DESCRIPTION OF THE TASK – Your copy should match the listing below word for word, with no images in it.
%%
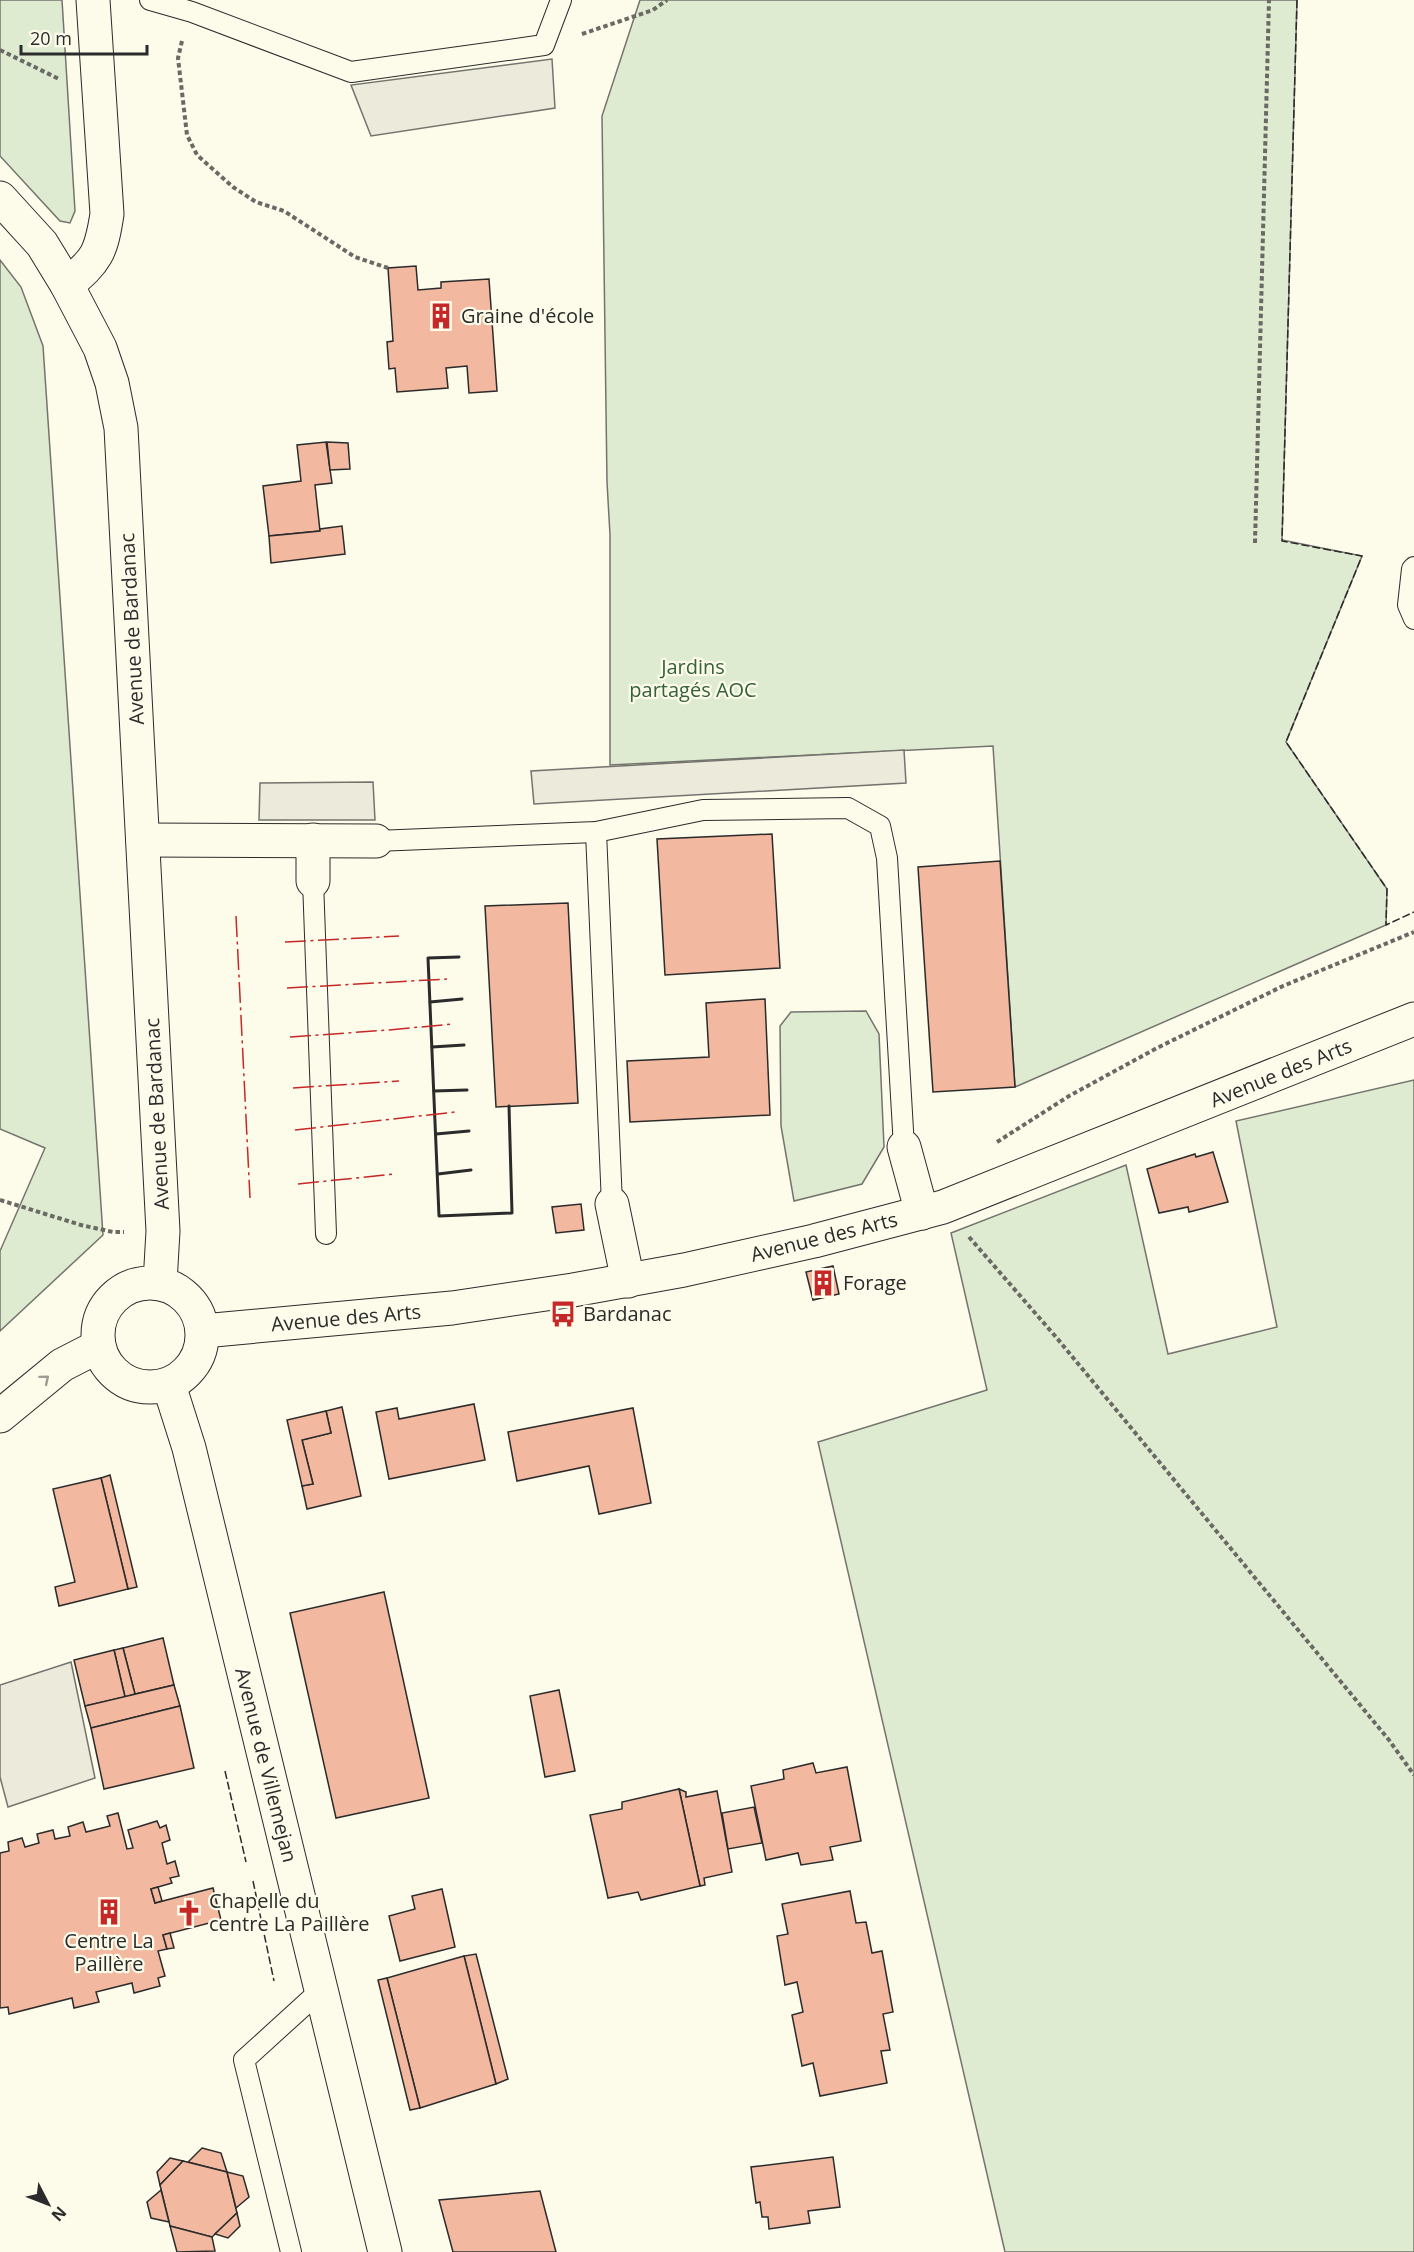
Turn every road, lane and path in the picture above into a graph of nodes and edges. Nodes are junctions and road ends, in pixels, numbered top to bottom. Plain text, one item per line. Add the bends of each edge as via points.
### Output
1 (93, 0) edge
2 (150, 0) edge
3 (561, 0) edge
4 (668, 0) edge
5 (1269, 0) edge
6 (192, 12) junction
7 (544, 45) junction
8 (0, 50) edge
9 (97, 83) junction
10 (0, 198) edge
11 (388, 268) dead end
12 (67, 285) junction
13 (1256, 543) dead end
14 (1414, 567) edge
15 (1414, 619) edge
16 (596, 832) junction
17 (143, 840) junction
18 (313, 840) junction
19 (376, 841) joint
20 (314, 881) joint
21 (1414, 932) edge
22 (1414, 1019) edge
23 (903, 1147) joint
24 (991, 1149) dead end
25 (0, 1200) edge
26 (612, 1204) joint
27 (932, 1210) junction
28 (163, 1231) junction
29 (326, 1234) dead end
30 (628, 1281) junction
31 (160, 1283) junction
32 (203, 1331) junction
33 (99, 1346) junction
34 (169, 1385) junction
35 (0, 1416) edge
36 (1414, 1775) edge
37 (321, 1990) junction
38 (291, 2252) edge
39 (385, 2252) edge

1 - 9 street
2 - 6 lane
3 - 7 lane
4 - 7 path via 611,26
5 - 13 path
6 - 7 lane via 351,72
6 - 11 path via 178,58 187,135 197,155 233,188 256,202 284,211 355,257
8 - 9 path via 74,86
9 - 12 street via 106,214 103,241 90,266
10 - 12 street, Avenue de Bardanac via 42,244
12 - 17 street, Avenue de Bardanac via 100,348 121,428
14 - 15 lane via 1408,605
16 - 19 lane
16 - 23 lane via 703,810 848,808 880,826 887,858
16 - 26 lane
17 - 18 street
17 - 28 street, Avenue de Bardanac
18 - 19 street
18 - 20 street
20 - 29 lane
21 - 24 path via 1283,986 1157,1048 1069,1096
22 - 27 street, Avenue des Arts
23 - 27 street
25 - 28 path via 113,1232
26 - 30 street
27 - 30 street, Avenue des Arts via 814,1241
27 - 36 path via 1056,1337
28 - 31 street, Avenue de Bardanac
30 - 32 street, Avenue des Arts via 452,1308
31 - 32 street via 190,1300
31 - 33 street via 126,1288 113,1298 100,1320
32 - 34 street via 202,1348 194,1364
33 - 34 street via 105,1363 133,1385
35 -> 33 street via 62,1365
34 - 37 street, Avenue de Villemejan via 189,1448
37 - 38 lane via 244,2060
37 - 39 street, Avenue de Villemejan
%%
TASK SOLUTION –
Turn every road, lane and path in the picture above into a graph of nodes and edges. Nodes are junctions and road ends, in pixels, numbered top to bottom. Plain text, one item per line. Add the bends of each edge as via points.
### Output
1 (93, 0) edge
2 (150, 0) edge
3 (561, 0) edge
4 (668, 0) edge
5 (1269, 0) edge
6 (192, 12) junction
7 (544, 45) junction
8 (0, 50) edge
9 (97, 83) junction
10 (0, 198) edge
11 (388, 268) dead end
12 (67, 285) junction
13 (1256, 543) dead end
14 (1414, 567) edge
15 (1414, 619) edge
16 (596, 832) junction
17 (143, 840) junction
18 (313, 840) junction
19 (376, 841) joint
20 (314, 881) joint
21 (1414, 932) edge
22 (1414, 1019) edge
23 (903, 1147) joint
24 (991, 1149) dead end
25 (0, 1200) edge
26 (612, 1204) joint
27 (932, 1210) junction
28 (163, 1231) junction
29 (326, 1234) dead end
30 (628, 1281) junction
31 (160, 1283) junction
32 (203, 1331) junction
33 (99, 1346) junction
34 (169, 1385) junction
35 (0, 1416) edge
36 (1414, 1775) edge
37 (321, 1990) junction
38 (291, 2252) edge
39 (385, 2252) edge

1 - 9 street
2 - 6 lane
3 - 7 lane
4 - 7 path via 611,26
5 - 13 path
6 - 7 lane via 351,72
6 - 11 path via 178,58 187,135 197,155 233,188 256,202 284,211 355,257
8 - 9 path via 74,86
9 - 12 street via 106,214 103,241 90,266
10 - 12 street, Avenue de Bardanac via 42,244
12 - 17 street, Avenue de Bardanac via 100,348 121,428
14 - 15 lane via 1408,605
16 - 19 lane
16 - 23 lane via 703,810 848,808 880,826 887,858
16 - 26 lane
17 - 18 street
17 - 28 street, Avenue de Bardanac
18 - 19 street
18 - 20 street
20 - 29 lane
21 - 24 path via 1283,986 1157,1048 1069,1096
22 - 27 street, Avenue des Arts
23 - 27 street
25 - 28 path via 113,1232
26 - 30 street
27 - 30 street, Avenue des Arts via 814,1241
27 - 36 path via 1056,1337
28 - 31 street, Avenue de Bardanac
30 - 32 street, Avenue des Arts via 452,1308
31 - 32 street via 190,1300
31 - 33 street via 126,1288 113,1298 100,1320
32 - 34 street via 202,1348 194,1364
33 - 34 street via 105,1363 133,1385
35 -> 33 street via 62,1365
34 - 37 street, Avenue de Villemejan via 189,1448
37 - 38 lane via 244,2060
37 - 39 street, Avenue de Villemejan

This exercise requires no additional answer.